WHAT YOU WILL DO: Where does "scale" occur in the listing? Copy every line that holds it.

DATA PROVIDED:
•••••

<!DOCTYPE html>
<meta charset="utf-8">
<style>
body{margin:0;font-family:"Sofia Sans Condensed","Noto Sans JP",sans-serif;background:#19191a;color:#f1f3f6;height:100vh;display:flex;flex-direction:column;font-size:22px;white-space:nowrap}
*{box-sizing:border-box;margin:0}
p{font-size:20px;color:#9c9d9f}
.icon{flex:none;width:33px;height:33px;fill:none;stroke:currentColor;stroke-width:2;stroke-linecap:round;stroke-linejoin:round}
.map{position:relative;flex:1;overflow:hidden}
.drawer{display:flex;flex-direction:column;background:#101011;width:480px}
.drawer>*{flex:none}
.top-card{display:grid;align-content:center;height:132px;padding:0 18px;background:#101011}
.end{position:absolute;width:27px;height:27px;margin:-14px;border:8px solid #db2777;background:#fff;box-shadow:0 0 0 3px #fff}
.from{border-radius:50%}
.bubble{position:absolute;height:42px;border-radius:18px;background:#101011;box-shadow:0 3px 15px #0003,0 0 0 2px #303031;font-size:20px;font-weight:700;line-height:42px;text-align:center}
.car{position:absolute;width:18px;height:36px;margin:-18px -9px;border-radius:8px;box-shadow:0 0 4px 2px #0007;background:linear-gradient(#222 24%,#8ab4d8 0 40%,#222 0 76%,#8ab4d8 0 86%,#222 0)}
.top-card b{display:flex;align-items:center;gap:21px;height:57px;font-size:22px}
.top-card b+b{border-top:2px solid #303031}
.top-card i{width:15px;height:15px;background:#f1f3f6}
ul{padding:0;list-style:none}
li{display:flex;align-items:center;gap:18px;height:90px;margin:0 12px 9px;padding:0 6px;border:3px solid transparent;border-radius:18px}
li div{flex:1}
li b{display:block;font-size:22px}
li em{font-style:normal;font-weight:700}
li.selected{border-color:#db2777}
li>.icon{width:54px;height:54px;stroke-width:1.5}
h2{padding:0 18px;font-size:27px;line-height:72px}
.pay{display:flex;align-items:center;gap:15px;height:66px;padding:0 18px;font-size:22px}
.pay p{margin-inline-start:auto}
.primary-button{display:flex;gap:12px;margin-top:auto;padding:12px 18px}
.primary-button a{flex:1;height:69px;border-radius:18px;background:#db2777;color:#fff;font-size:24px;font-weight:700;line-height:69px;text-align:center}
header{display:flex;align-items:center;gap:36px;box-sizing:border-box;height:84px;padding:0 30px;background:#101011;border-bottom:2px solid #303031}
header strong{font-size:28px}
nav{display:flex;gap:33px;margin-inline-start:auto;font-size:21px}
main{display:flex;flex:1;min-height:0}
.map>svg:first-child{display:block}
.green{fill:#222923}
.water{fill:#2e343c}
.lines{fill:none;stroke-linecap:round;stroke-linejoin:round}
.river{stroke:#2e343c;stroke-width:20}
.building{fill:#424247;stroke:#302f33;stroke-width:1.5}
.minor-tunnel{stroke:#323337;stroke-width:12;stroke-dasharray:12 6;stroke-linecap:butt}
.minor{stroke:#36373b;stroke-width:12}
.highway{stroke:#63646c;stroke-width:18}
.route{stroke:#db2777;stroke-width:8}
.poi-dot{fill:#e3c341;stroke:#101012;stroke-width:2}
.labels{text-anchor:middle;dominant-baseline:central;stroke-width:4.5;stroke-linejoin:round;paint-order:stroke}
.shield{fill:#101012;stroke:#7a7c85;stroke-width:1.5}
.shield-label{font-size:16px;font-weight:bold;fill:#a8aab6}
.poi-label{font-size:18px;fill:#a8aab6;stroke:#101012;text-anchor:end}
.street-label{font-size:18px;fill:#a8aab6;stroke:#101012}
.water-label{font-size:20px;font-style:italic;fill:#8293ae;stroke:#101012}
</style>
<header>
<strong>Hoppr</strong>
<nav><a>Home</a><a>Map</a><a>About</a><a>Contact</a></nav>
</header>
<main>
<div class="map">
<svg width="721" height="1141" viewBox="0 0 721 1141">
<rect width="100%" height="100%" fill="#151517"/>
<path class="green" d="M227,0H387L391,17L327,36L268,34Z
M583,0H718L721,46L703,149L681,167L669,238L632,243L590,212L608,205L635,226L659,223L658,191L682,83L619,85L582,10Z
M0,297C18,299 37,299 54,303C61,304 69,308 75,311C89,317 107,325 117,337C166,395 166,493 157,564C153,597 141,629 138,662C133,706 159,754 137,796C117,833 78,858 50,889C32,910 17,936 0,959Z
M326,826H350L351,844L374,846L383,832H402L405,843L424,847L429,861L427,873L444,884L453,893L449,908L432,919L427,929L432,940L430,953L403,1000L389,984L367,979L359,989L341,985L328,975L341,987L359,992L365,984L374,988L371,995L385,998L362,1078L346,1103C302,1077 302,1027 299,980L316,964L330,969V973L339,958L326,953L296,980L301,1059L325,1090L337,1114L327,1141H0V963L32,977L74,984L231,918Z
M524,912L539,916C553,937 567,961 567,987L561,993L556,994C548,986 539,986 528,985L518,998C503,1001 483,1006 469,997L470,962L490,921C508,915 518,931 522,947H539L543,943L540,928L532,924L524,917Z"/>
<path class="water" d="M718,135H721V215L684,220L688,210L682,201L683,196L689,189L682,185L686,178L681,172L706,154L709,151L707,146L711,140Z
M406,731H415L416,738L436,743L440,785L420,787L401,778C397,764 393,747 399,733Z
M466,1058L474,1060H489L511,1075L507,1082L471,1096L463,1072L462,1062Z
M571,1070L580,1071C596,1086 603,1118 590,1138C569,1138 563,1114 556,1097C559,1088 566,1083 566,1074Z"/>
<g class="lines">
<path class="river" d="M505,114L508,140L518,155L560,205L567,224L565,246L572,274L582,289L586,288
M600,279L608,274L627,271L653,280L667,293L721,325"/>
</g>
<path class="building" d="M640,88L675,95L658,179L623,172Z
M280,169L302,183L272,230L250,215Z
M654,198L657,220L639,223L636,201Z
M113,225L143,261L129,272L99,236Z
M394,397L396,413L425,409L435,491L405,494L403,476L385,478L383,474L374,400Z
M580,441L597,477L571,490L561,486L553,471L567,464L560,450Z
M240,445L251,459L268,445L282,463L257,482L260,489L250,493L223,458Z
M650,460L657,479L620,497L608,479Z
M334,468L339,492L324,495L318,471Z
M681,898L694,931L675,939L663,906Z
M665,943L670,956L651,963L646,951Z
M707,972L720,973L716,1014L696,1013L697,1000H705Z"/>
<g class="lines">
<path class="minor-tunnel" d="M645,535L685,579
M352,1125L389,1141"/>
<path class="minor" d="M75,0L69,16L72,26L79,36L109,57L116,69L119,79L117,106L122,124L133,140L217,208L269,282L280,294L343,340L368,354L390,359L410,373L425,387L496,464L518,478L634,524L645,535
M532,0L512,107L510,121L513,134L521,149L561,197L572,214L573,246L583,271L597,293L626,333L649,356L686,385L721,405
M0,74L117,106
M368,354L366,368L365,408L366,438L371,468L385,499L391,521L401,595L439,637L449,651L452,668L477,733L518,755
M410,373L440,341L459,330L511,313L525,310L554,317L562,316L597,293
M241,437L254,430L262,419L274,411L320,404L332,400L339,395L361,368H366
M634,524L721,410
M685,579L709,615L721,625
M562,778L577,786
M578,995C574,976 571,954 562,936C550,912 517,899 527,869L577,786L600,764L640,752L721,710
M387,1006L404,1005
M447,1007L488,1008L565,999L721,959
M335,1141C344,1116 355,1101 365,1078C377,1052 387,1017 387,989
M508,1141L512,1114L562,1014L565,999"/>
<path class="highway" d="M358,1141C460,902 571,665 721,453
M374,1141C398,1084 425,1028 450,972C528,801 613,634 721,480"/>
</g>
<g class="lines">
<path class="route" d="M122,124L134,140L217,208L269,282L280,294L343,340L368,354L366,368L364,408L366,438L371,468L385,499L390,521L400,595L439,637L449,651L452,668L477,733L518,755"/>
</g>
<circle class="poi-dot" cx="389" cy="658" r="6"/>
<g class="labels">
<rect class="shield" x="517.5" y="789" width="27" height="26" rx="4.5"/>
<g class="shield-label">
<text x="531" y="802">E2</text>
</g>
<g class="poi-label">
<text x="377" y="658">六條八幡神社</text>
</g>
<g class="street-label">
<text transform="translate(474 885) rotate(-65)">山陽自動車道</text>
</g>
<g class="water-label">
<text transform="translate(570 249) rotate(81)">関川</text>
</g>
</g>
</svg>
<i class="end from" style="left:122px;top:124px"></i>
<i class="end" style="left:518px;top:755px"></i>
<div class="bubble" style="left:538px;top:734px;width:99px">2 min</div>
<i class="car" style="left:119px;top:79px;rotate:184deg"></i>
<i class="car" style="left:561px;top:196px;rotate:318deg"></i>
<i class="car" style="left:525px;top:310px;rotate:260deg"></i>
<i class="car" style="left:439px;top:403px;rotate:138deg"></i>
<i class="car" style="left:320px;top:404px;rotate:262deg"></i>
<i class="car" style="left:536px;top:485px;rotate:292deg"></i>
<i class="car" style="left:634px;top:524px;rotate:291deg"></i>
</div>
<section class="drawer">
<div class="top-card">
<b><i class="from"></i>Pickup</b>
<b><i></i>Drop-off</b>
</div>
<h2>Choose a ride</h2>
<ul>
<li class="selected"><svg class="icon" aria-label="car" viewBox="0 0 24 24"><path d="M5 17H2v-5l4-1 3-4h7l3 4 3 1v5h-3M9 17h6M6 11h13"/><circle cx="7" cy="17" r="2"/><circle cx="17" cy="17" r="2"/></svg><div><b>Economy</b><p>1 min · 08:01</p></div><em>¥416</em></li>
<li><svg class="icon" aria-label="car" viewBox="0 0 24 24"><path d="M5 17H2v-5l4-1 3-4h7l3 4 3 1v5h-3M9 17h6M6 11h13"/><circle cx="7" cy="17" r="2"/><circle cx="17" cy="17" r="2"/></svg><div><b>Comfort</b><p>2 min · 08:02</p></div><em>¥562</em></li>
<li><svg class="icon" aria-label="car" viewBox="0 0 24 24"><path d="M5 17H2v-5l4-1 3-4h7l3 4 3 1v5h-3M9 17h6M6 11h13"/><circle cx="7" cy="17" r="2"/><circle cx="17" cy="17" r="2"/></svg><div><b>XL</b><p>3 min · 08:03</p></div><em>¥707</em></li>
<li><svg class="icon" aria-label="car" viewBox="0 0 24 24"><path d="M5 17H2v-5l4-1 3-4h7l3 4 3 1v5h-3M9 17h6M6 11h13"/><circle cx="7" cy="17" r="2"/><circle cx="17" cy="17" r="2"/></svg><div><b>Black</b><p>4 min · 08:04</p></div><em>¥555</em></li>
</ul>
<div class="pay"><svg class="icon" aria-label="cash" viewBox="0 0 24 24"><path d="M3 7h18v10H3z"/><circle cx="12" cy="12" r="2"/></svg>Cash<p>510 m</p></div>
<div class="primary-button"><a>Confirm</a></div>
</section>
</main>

•••••

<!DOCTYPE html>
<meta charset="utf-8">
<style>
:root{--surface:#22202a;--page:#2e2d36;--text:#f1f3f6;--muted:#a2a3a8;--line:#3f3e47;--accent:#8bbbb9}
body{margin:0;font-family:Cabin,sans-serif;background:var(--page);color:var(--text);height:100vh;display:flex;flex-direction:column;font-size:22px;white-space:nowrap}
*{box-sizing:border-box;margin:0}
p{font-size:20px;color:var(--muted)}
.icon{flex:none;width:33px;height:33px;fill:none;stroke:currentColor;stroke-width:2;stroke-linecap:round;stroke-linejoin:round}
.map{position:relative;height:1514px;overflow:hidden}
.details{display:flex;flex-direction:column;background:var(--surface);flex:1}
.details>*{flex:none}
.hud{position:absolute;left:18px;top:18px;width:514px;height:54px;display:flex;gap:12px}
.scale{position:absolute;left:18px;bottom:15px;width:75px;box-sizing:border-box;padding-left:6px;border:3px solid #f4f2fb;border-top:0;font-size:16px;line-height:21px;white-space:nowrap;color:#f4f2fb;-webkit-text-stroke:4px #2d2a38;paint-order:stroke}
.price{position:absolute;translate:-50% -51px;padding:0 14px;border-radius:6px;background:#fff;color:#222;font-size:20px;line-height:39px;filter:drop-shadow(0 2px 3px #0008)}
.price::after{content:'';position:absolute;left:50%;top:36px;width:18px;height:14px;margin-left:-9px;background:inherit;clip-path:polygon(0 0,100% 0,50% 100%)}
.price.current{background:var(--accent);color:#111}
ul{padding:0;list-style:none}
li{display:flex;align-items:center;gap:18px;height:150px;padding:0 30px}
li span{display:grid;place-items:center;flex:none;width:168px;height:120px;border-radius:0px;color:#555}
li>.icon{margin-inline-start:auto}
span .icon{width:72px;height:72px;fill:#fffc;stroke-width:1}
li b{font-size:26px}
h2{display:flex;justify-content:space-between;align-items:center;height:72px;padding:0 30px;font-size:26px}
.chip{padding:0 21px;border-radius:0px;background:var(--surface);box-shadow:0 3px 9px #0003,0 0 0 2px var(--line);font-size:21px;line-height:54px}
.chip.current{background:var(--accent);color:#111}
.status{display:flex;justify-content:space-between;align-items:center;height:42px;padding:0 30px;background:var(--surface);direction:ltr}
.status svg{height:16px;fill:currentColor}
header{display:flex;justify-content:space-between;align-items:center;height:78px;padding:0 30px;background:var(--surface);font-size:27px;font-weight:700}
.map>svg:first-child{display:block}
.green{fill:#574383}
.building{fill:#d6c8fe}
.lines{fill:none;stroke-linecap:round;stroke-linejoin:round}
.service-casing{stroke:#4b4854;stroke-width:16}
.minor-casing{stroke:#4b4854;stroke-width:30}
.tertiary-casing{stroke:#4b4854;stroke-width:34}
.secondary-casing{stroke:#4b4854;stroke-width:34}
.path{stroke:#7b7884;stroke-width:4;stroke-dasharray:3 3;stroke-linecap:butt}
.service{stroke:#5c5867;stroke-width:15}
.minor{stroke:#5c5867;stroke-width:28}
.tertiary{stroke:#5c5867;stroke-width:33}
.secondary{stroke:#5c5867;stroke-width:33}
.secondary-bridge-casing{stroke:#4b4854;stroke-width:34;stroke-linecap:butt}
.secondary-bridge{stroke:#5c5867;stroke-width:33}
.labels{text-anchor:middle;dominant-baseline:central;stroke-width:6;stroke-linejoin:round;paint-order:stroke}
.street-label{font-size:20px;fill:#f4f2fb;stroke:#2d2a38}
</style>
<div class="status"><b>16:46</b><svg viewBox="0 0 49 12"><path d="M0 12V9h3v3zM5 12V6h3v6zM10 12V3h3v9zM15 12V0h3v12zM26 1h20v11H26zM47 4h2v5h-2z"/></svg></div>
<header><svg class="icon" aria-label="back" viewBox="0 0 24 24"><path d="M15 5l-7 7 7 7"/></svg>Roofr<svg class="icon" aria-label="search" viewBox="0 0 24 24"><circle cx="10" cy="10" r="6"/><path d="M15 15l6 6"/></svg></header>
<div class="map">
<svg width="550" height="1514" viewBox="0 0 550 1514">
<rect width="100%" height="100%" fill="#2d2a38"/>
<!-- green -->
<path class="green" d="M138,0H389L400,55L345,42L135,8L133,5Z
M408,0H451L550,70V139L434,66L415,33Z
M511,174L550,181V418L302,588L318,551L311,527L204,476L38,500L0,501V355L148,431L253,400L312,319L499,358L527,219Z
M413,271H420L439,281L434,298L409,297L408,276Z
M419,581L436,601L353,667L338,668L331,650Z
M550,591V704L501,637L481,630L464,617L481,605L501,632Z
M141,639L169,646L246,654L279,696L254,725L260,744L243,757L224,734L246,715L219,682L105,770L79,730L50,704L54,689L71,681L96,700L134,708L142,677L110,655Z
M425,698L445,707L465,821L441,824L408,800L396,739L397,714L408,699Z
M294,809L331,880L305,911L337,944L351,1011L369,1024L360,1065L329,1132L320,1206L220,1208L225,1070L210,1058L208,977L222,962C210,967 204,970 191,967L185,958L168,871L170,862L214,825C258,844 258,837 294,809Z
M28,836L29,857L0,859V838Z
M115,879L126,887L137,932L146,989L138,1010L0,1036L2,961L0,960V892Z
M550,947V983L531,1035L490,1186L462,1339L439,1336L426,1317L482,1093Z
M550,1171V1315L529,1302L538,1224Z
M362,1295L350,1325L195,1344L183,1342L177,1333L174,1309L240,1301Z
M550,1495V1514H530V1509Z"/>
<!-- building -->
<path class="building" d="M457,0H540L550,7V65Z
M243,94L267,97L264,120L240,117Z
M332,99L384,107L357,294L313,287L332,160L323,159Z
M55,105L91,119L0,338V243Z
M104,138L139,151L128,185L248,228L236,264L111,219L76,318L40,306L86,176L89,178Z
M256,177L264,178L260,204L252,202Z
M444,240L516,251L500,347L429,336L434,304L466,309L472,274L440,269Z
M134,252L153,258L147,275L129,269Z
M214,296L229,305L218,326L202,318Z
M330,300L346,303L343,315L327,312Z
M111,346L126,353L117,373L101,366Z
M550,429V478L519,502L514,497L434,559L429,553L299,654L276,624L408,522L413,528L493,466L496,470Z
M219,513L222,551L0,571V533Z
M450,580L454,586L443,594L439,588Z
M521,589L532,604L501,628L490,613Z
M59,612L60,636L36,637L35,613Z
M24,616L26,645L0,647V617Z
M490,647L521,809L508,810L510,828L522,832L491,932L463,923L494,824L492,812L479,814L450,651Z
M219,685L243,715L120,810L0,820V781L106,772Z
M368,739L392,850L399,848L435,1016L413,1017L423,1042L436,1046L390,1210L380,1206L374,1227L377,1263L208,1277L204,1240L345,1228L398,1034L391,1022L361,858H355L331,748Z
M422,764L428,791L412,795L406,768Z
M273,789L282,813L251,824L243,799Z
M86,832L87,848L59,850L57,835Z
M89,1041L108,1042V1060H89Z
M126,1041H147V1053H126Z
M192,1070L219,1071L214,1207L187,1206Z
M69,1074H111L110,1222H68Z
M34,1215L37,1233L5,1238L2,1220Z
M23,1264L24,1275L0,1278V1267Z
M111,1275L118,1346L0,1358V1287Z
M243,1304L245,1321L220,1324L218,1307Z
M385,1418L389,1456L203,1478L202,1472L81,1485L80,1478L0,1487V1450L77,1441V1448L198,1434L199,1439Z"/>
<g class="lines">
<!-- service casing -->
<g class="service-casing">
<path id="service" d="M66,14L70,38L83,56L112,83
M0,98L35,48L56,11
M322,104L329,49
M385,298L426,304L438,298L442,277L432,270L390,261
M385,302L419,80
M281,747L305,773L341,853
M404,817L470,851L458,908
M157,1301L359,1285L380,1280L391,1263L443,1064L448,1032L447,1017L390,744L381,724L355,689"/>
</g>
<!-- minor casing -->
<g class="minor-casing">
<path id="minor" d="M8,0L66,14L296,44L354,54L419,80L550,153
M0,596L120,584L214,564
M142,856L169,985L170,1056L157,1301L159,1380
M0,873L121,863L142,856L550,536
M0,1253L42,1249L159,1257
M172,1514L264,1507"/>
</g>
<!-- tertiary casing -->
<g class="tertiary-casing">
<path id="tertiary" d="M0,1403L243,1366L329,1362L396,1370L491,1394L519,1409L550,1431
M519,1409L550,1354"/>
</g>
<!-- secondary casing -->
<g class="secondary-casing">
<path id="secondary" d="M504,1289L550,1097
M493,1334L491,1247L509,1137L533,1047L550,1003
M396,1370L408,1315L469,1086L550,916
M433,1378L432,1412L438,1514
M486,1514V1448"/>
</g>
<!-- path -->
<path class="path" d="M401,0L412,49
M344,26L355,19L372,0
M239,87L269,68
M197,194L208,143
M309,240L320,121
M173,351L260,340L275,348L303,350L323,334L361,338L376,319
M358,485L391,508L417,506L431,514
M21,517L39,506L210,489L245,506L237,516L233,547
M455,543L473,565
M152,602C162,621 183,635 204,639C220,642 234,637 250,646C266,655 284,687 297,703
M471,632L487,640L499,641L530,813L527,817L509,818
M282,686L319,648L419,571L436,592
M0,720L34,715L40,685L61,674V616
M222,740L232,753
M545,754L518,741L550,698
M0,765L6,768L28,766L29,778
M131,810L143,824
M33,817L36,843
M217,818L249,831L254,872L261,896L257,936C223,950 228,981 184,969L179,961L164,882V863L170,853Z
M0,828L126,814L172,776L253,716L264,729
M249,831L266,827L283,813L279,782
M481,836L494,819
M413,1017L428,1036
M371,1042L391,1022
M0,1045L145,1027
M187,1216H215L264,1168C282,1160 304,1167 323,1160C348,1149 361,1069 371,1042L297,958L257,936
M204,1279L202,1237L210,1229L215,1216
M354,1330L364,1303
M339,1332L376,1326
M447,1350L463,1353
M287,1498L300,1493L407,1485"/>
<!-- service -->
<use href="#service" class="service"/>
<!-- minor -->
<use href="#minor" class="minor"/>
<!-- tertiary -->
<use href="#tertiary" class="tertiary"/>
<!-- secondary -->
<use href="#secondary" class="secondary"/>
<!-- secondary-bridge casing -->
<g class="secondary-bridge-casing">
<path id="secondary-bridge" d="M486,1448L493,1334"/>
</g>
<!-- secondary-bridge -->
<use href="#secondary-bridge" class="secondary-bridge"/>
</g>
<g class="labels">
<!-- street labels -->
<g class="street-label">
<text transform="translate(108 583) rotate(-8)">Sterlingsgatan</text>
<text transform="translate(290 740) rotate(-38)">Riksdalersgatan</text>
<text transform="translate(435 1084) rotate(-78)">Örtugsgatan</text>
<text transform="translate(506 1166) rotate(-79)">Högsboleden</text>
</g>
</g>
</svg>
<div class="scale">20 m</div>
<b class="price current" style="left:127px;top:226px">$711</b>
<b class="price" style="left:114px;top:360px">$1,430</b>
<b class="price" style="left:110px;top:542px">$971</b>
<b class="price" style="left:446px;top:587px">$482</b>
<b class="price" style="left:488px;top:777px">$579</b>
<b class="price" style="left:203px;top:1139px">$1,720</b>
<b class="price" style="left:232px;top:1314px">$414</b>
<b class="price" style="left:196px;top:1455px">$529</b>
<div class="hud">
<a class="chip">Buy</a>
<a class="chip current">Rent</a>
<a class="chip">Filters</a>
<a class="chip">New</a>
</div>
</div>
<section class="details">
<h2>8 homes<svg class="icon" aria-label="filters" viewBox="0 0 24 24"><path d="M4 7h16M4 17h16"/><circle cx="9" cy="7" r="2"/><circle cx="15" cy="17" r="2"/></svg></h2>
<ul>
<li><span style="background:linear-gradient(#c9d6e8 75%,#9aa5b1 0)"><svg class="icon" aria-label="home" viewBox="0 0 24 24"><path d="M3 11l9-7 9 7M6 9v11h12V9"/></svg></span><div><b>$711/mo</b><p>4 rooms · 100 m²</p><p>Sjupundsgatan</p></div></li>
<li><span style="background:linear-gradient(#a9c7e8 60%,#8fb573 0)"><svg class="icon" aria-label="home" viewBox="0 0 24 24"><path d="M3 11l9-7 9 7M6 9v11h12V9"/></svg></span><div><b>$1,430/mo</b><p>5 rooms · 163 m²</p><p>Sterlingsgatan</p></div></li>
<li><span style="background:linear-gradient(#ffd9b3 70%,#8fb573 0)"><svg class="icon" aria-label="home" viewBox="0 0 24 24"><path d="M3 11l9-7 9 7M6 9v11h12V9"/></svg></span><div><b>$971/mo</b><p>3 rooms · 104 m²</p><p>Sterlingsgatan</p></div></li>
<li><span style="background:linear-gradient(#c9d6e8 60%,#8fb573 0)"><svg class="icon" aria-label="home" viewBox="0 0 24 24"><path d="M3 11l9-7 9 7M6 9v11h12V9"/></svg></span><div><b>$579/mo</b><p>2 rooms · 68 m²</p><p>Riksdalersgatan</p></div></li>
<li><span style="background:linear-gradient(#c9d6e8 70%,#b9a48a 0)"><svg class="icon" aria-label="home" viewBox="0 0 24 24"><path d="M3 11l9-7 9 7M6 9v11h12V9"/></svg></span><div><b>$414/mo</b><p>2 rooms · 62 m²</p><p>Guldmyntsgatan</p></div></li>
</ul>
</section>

•••••

ANSWER TO THE EXERCISE:
.scale{position:absolute;left:18px;bottom:15px;width:75px;box-sizing:border-box;padding-left:6px;border:3px solid #f4f2fb;border-top:0;font-size:16px;line-height:21px;white-space:nowrap;color:#f4f2fb;-webkit-text-stroke:4px #2d2a38;paint-order:stroke}
<div class="scale">20 m</div>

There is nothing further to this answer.